___ Record excerpts ___

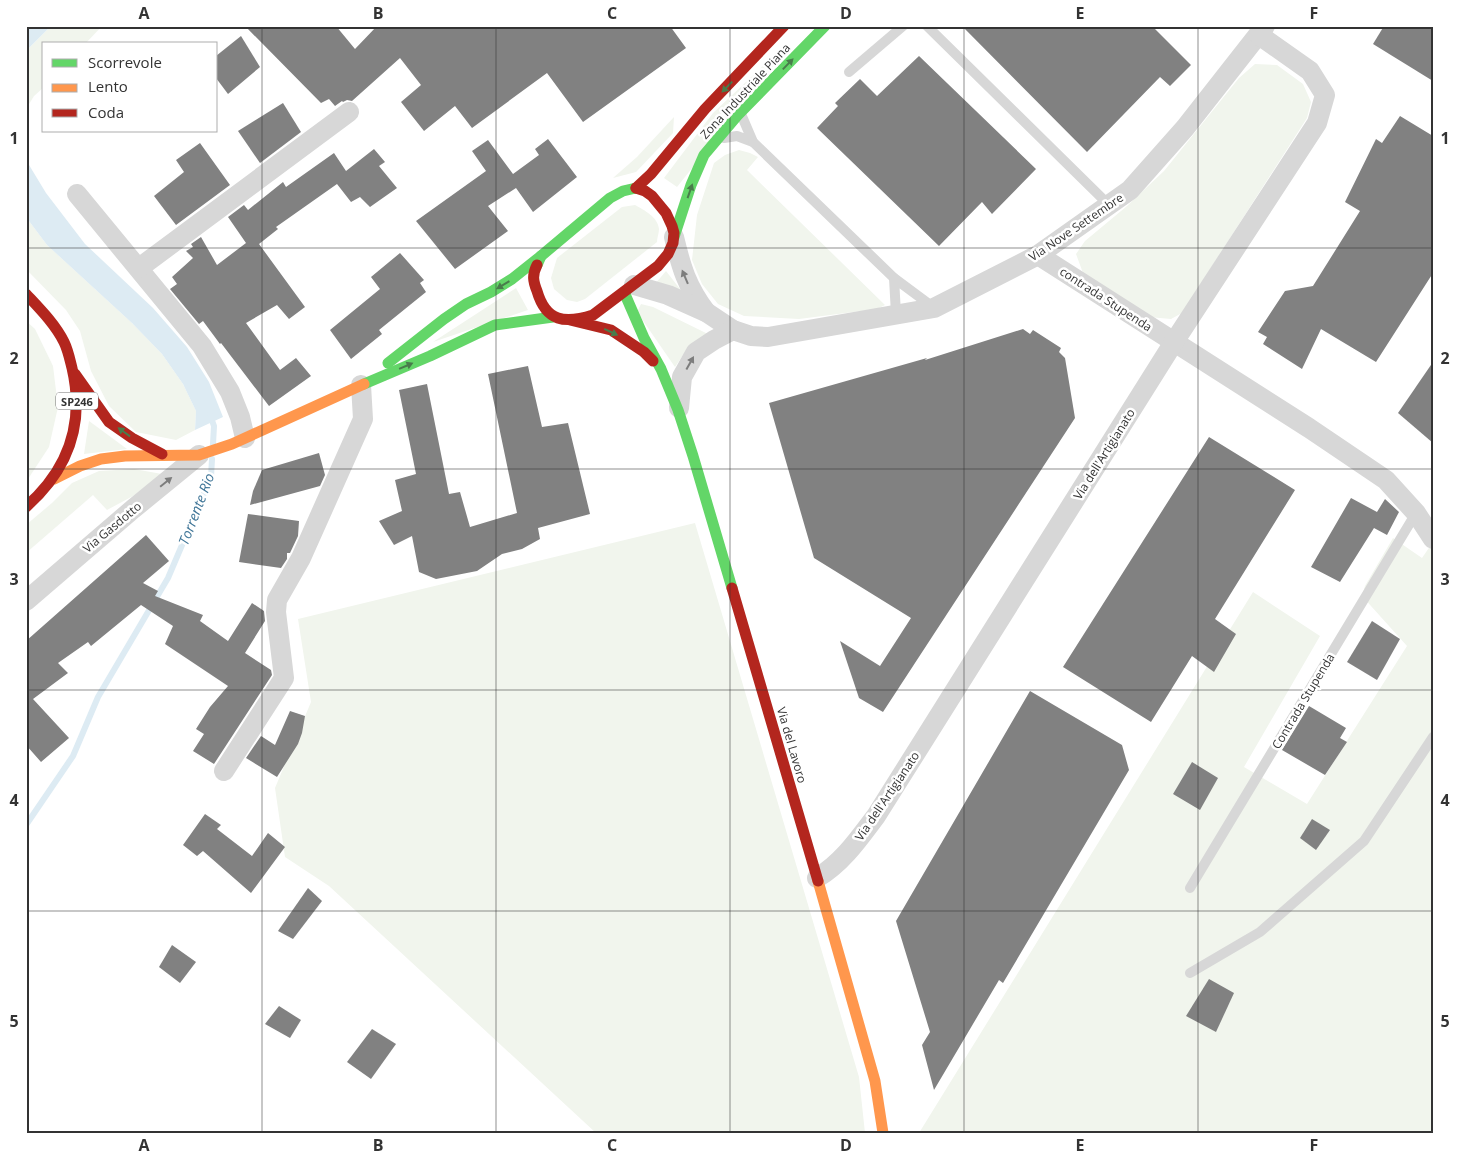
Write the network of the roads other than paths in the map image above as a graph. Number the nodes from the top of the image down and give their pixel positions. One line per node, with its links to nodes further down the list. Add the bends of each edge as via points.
1 (784, 26): 11 (main road, Zona Industriale Piana, one-way to 11)
2 (825, 26): 8 (main road, Zona Industriale Piana, one-way to 2)
3 (903, 26): 6 (lane)
4 (927, 26): 13 (lane)
5 (1262, 31): 13 (street, Via Nove Settembre, via 1185,128 1130,190); 26 (street, Via dell'Artigianato, via 1310,71 1325,95 1317,123)
6 (849, 72)
7 (349, 112): 17 (street)
8 (741, 113): 9 (main road, Zona Industriale Piana); 10 (lane)
9 (718, 139): 10 (lane, via 737,136); 14 (main road, Zona Industriale Piana, one-way to 9, via 704,154)
10 (753, 142): 18 (lane)
11 (636, 188): 14 (main road, via 658,200 666,212); 16 (main road, via 610,198)
12 (77, 194): 17 (street)
13 (1108, 205): 15 (street, Via Nove Settembre)
14 (674, 237): 19 (main road, Zona Industriale Piana, via 666,257); 22 (street, Via Nove Settembre, one-way to 14, via 696,300 680,265)
15 (1038, 255): 21 (street, Via Nove Settembre); 26 (street, contrada Stupenda)
16 (542, 256): 24 (main road, via 533,272 535,286 545,310); 29 (main road, one-way to 29, via 492,292 444,318)
17 (139, 268): 31 (street, via 202,346 230,392 240,417)
18 (894, 278): 21 (lane); 23 (lane)
19 (629, 288): 22 (street, Via Nove Settembre, via 668,295); 24 (main road, Zona Industriale Piana, via 593,315); 27 (main road, Via del Lavoro, via 644,338)
20 (26, 294): 28 (main road, SP246, via 47,315 65,343)
21 (934, 308): 23 (street, Via Nove Settembre)
22 (706, 312): 25 (street, Via Nove Settembre)
23 (896, 314): 25 (street, Via Nove Settembre, via 768,337)
24 (558, 318): 27 (main road, Via del Lavoro, one-way to 27, via 611,330 644,352); 29 (main road, Zona Industriale Piana, one-way to 24, via 495,325)
25 (733, 330): 30 (street, one-way to 25, via 682,377 696,352)
26 (1174, 342): 36 (street, via 1386,480); 41 (street, Via dell'Artigianato, via 876,816 839,861)
27 (661, 369): 30 (main road, Via del Lavoro)
28 (75, 374): 33 (main road, one-way to 28, via 109,422); 34 (main road, SP246, via 77,410 74,428 70,446)
29 (361, 384): 31 (main road); 40 (street, via 363,420 301,558 277,600 284,678)
30 (678, 410): 41 (main road, Via del Lavoro)
31 (238, 441): 32 (main road)
32 (199, 455): 33 (main road); 38 (street, Via Gasdotto, one-way to 32)
33 (166, 456): 34 (main road, via 101,459)
34 (54, 478): 35 (main road, SP246)
35 (26, 508)
36 (1416, 514): 37 (street); 42 (lane, Contrada Stupenda)
37 (1433, 540)
38 (26, 601)
39 (1433, 737): 43 (lane, via 1364,841 1260,932)
40 (224, 771)
41 (816, 878): 44 (main road, Via del Lavoro, via 874,1081)
42 (1190, 888)
43 (1190, 973)
44 (883, 1133)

___

Work to be completed: Everything in the entries above must be output again exactly, except the pictures.

Exercise response:
Write the network of the roads other than paths in the map image above as a graph. Number the nodes from the top of the image down and give their pixel positions. One line per node, with its links to nodes further down the list. Add the bends of each edge as via points.
1 (784, 26): 11 (main road, Zona Industriale Piana, one-way to 11)
2 (825, 26): 8 (main road, Zona Industriale Piana, one-way to 2)
3 (903, 26): 6 (lane)
4 (927, 26): 13 (lane)
5 (1262, 31): 13 (street, Via Nove Settembre, via 1185,128 1130,190); 26 (street, Via dell'Artigianato, via 1310,71 1325,95 1317,123)
6 (849, 72)
7 (349, 112): 17 (street)
8 (741, 113): 9 (main road, Zona Industriale Piana); 10 (lane)
9 (718, 139): 10 (lane, via 737,136); 14 (main road, Zona Industriale Piana, one-way to 9, via 704,154)
10 (753, 142): 18 (lane)
11 (636, 188): 14 (main road, via 658,200 666,212); 16 (main road, via 610,198)
12 (77, 194): 17 (street)
13 (1108, 205): 15 (street, Via Nove Settembre)
14 (674, 237): 19 (main road, Zona Industriale Piana, via 666,257); 22 (street, Via Nove Settembre, one-way to 14, via 696,300 680,265)
15 (1038, 255): 21 (street, Via Nove Settembre); 26 (street, contrada Stupenda)
16 (542, 256): 24 (main road, via 533,272 535,286 545,310); 29 (main road, one-way to 29, via 492,292 444,318)
17 (139, 268): 31 (street, via 202,346 230,392 240,417)
18 (894, 278): 21 (lane); 23 (lane)
19 (629, 288): 22 (street, Via Nove Settembre, via 668,295); 24 (main road, Zona Industriale Piana, via 593,315); 27 (main road, Via del Lavoro, via 644,338)
20 (26, 294): 28 (main road, SP246, via 47,315 65,343)
21 (934, 308): 23 (street, Via Nove Settembre)
22 (706, 312): 25 (street, Via Nove Settembre)
23 (896, 314): 25 (street, Via Nove Settembre, via 768,337)
24 (558, 318): 27 (main road, Via del Lavoro, one-way to 27, via 611,330 644,352); 29 (main road, Zona Industriale Piana, one-way to 24, via 495,325)
25 (733, 330): 30 (street, one-way to 25, via 682,377 696,352)
26 (1174, 342): 36 (street, via 1386,480); 41 (street, Via dell'Artigianato, via 876,816 839,861)
27 (661, 369): 30 (main road, Via del Lavoro)
28 (75, 374): 33 (main road, one-way to 28, via 109,422); 34 (main road, SP246, via 77,410 74,428 70,446)
29 (361, 384): 31 (main road); 40 (street, via 363,420 301,558 277,600 284,678)
30 (678, 410): 41 (main road, Via del Lavoro)
31 (238, 441): 32 (main road)
32 (199, 455): 33 (main road); 38 (street, Via Gasdotto, one-way to 32)
33 (166, 456): 34 (main road, via 101,459)
34 (54, 478): 35 (main road, SP246)
35 (26, 508)
36 (1416, 514): 37 (street); 42 (lane, Contrada Stupenda)
37 (1433, 540)
38 (26, 601)
39 (1433, 737): 43 (lane, via 1364,841 1260,932)
40 (224, 771)
41 (816, 878): 44 (main road, Via del Lavoro, via 874,1081)
42 (1190, 888)
43 (1190, 973)
44 (883, 1133)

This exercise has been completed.